* REQUIRED ACTION: The answer must restate every entry exactly as it appears.

* Recorded data:
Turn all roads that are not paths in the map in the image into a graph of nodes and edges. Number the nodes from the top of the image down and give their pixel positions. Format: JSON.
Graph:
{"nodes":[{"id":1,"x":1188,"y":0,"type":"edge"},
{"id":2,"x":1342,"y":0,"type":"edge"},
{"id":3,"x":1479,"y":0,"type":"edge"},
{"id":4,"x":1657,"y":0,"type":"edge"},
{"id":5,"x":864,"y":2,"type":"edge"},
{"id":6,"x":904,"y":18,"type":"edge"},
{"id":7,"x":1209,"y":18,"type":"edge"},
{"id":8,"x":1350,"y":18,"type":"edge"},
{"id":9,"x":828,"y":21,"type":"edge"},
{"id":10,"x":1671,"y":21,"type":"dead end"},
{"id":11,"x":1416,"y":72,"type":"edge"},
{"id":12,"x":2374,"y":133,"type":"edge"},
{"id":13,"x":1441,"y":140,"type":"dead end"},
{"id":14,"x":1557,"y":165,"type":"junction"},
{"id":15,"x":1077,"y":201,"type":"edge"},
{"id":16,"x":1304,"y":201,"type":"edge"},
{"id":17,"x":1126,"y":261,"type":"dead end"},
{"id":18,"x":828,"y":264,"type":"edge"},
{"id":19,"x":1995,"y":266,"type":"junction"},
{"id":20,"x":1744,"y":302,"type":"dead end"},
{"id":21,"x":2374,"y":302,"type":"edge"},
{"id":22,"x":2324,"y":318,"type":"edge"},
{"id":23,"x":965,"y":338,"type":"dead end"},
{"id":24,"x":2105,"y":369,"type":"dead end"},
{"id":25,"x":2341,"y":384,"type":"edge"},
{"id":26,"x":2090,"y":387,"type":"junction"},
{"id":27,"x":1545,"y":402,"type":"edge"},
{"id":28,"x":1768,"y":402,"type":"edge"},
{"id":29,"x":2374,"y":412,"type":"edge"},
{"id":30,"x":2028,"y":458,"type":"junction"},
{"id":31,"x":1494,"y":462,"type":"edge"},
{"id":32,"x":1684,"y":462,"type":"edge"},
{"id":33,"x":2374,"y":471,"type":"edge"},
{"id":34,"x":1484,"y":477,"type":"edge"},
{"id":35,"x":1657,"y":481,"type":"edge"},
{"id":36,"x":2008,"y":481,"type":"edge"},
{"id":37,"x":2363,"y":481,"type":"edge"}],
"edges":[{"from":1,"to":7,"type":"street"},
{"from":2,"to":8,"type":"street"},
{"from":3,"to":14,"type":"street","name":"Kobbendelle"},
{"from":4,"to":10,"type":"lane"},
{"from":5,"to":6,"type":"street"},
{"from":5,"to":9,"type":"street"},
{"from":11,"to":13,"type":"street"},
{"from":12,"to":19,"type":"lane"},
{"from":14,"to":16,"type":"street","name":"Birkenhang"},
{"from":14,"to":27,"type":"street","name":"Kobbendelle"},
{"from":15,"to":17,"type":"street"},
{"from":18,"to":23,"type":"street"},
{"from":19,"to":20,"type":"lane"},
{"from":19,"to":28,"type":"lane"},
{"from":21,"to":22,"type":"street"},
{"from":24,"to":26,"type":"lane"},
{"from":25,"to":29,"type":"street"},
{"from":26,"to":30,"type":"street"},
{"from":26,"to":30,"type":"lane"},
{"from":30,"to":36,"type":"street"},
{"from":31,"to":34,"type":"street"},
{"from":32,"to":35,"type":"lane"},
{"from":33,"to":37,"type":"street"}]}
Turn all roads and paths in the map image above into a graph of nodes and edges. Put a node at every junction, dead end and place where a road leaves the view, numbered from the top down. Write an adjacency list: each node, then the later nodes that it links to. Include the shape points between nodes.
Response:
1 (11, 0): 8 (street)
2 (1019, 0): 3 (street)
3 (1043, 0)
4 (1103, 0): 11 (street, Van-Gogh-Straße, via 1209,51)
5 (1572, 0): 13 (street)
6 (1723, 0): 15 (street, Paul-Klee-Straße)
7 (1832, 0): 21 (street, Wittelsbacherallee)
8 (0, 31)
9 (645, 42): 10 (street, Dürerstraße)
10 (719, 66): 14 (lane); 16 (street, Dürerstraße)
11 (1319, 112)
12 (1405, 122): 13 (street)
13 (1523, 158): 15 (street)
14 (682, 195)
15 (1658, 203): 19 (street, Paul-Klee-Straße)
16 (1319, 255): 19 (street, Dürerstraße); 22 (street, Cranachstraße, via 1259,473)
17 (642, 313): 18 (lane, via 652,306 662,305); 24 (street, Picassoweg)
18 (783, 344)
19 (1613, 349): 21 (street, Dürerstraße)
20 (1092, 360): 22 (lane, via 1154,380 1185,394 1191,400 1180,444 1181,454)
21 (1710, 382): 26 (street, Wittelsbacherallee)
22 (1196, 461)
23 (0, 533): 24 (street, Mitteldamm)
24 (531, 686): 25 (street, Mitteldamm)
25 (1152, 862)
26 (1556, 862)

* SOLUTION TO THIS TASK:
Turn all roads that are not paths in the map in the image into a graph of nodes and edges. Number the nodes from the top of the image down and give their pixel positions. Format: JSON.
Graph:
{"nodes":[{"id":1,"x":1188,"y":0,"type":"edge"},
{"id":2,"x":1342,"y":0,"type":"edge"},
{"id":3,"x":1479,"y":0,"type":"edge"},
{"id":4,"x":1657,"y":0,"type":"edge"},
{"id":5,"x":864,"y":2,"type":"edge"},
{"id":6,"x":904,"y":18,"type":"edge"},
{"id":7,"x":1209,"y":18,"type":"edge"},
{"id":8,"x":1350,"y":18,"type":"edge"},
{"id":9,"x":828,"y":21,"type":"edge"},
{"id":10,"x":1671,"y":21,"type":"dead end"},
{"id":11,"x":1416,"y":72,"type":"edge"},
{"id":12,"x":2374,"y":133,"type":"edge"},
{"id":13,"x":1441,"y":140,"type":"dead end"},
{"id":14,"x":1557,"y":165,"type":"junction"},
{"id":15,"x":1077,"y":201,"type":"edge"},
{"id":16,"x":1304,"y":201,"type":"edge"},
{"id":17,"x":1126,"y":261,"type":"dead end"},
{"id":18,"x":828,"y":264,"type":"edge"},
{"id":19,"x":1995,"y":266,"type":"junction"},
{"id":20,"x":1744,"y":302,"type":"dead end"},
{"id":21,"x":2374,"y":302,"type":"edge"},
{"id":22,"x":2324,"y":318,"type":"edge"},
{"id":23,"x":965,"y":338,"type":"dead end"},
{"id":24,"x":2105,"y":369,"type":"dead end"},
{"id":25,"x":2341,"y":384,"type":"edge"},
{"id":26,"x":2090,"y":387,"type":"junction"},
{"id":27,"x":1545,"y":402,"type":"edge"},
{"id":28,"x":1768,"y":402,"type":"edge"},
{"id":29,"x":2374,"y":412,"type":"edge"},
{"id":30,"x":2028,"y":458,"type":"junction"},
{"id":31,"x":1494,"y":462,"type":"edge"},
{"id":32,"x":1684,"y":462,"type":"edge"},
{"id":33,"x":2374,"y":471,"type":"edge"},
{"id":34,"x":1484,"y":477,"type":"edge"},
{"id":35,"x":1657,"y":481,"type":"edge"},
{"id":36,"x":2008,"y":481,"type":"edge"},
{"id":37,"x":2363,"y":481,"type":"edge"}],
"edges":[{"from":1,"to":7,"type":"street"},
{"from":2,"to":8,"type":"street"},
{"from":3,"to":14,"type":"street","name":"Kobbendelle"},
{"from":4,"to":10,"type":"lane"},
{"from":5,"to":6,"type":"street"},
{"from":5,"to":9,"type":"street"},
{"from":11,"to":13,"type":"street"},
{"from":12,"to":19,"type":"lane"},
{"from":14,"to":16,"type":"street","name":"Birkenhang"},
{"from":14,"to":27,"type":"street","name":"Kobbendelle"},
{"from":15,"to":17,"type":"street"},
{"from":18,"to":23,"type":"street"},
{"from":19,"to":20,"type":"lane"},
{"from":19,"to":28,"type":"lane"},
{"from":21,"to":22,"type":"street"},
{"from":24,"to":26,"type":"lane"},
{"from":25,"to":29,"type":"street"},
{"from":26,"to":30,"type":"street"},
{"from":26,"to":30,"type":"lane"},
{"from":30,"to":36,"type":"street"},
{"from":31,"to":34,"type":"street"},
{"from":32,"to":35,"type":"lane"},
{"from":33,"to":37,"type":"street"}]}
Turn all roads and paths in the map image above into a graph of nodes and edges. Put a node at every junction, dead end and place where a road leaves the view, numbered from the top down. Write an adjacency list: each node, then the later nodes that it links to. Include the shape points between nodes.
Response:
1 (11, 0): 8 (street)
2 (1019, 0): 3 (street)
3 (1043, 0)
4 (1103, 0): 11 (street, Van-Gogh-Straße, via 1209,51)
5 (1572, 0): 13 (street)
6 (1723, 0): 15 (street, Paul-Klee-Straße)
7 (1832, 0): 21 (street, Wittelsbacherallee)
8 (0, 31)
9 (645, 42): 10 (street, Dürerstraße)
10 (719, 66): 14 (lane); 16 (street, Dürerstraße)
11 (1319, 112)
12 (1405, 122): 13 (street)
13 (1523, 158): 15 (street)
14 (682, 195)
15 (1658, 203): 19 (street, Paul-Klee-Straße)
16 (1319, 255): 19 (street, Dürerstraße); 22 (street, Cranachstraße, via 1259,473)
17 (642, 313): 18 (lane, via 652,306 662,305); 24 (street, Picassoweg)
18 (783, 344)
19 (1613, 349): 21 (street, Dürerstraße)
20 (1092, 360): 22 (lane, via 1154,380 1185,394 1191,400 1180,444 1181,454)
21 (1710, 382): 26 (street, Wittelsbacherallee)
22 (1196, 461)
23 (0, 533): 24 (street, Mitteldamm)
24 (531, 686): 25 (street, Mitteldamm)
25 (1152, 862)
26 (1556, 862)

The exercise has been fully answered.